Even with a clean pattern, a few traps catch beginners. Watch out for these.

  • Naming events as commands. Use the past tense. OrderPlaced is an event. PlaceOrder is a command. Mixing them confuses readers.
  • Putting heavy work directly in the entity. The entity should only Raise the event. Let handlers do the real work, like sending email.
  • Forgetting to clear events. If you do not clear the list after dispatching, the same event may fire twice on the next save.
  • Doing slow work inside the save transaction. Sending an email inside the transaction can hold a database lock for too long. Prefer to dispatch external work after the commit.
  • Letting one handler throw and kill the rest. Decide early how you handle errors so one broken handler does not stop the others.

A full mental model

Let us put the whole flow together one last time, end to end, so the picture is firm in your mind.

The full journey: an action raises an event, the save triggers the dispatcher, and each handler reacts on its own.

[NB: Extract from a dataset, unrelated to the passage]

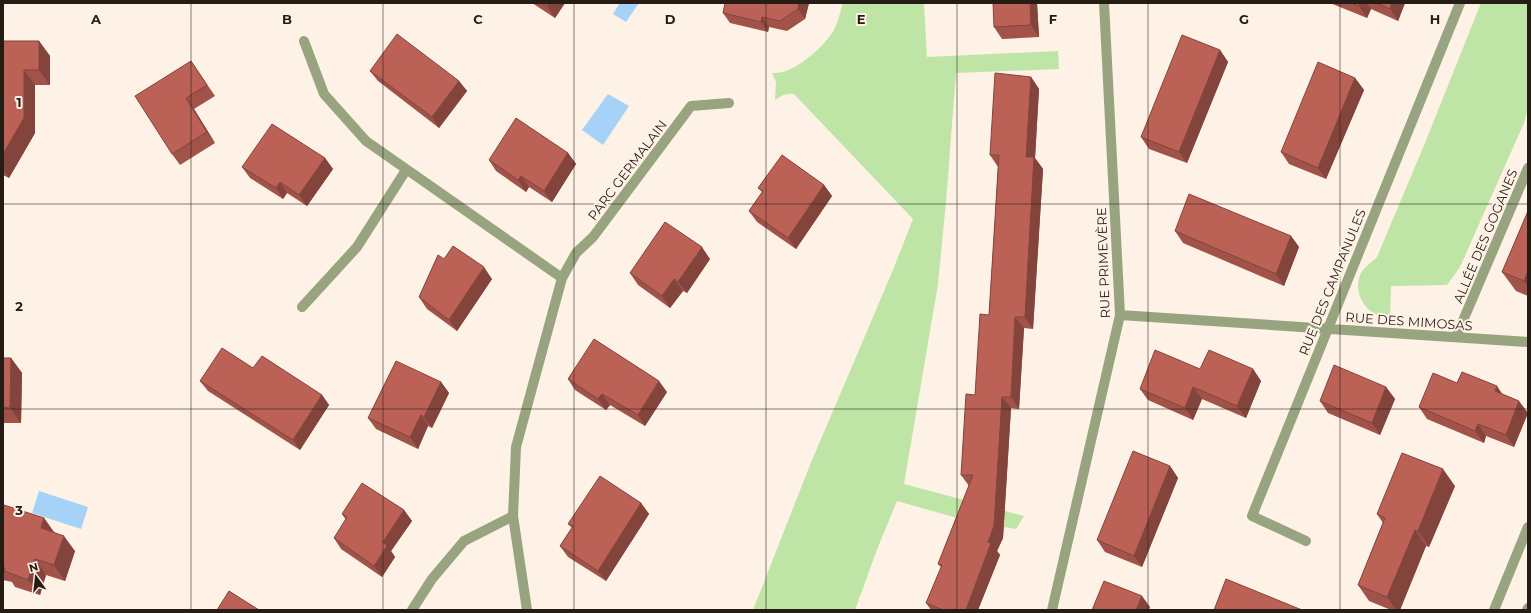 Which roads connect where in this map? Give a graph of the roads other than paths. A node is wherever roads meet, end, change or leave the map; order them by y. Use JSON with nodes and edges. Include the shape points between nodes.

Read it like a story. Something happens. The entity raises an event and the event waits. You save your work. The save triggers the dispatcher. The dispatcher hands the event to each listener, and they all react on their own. The original code never knew or cared who was listening. That freedom is the gift of domain events.

Quick recap

  • A domain event is a small message saying something important happened, named in the past tense like OrderPlaced.
  • Events make code loosely coupled: the code that raises an event does not call listeners directly, so you can add or remove behaviour without editing old code.
  • The four parts are the event, the entity base class that holds raised events, the handlers that react, and the dispatcher that delivers.
  • The dispatcher usually runs inside SaveChangesAsync. Dispatch in-process data changes before the commit and external work after.
  • A domain event stays inside one service; an integration event travels to other services, often via the Outbox Pattern.
  • MediatR and MassTransit are now commercially licensed, but you can build a free dispatcher yourself in just a few dozen lines.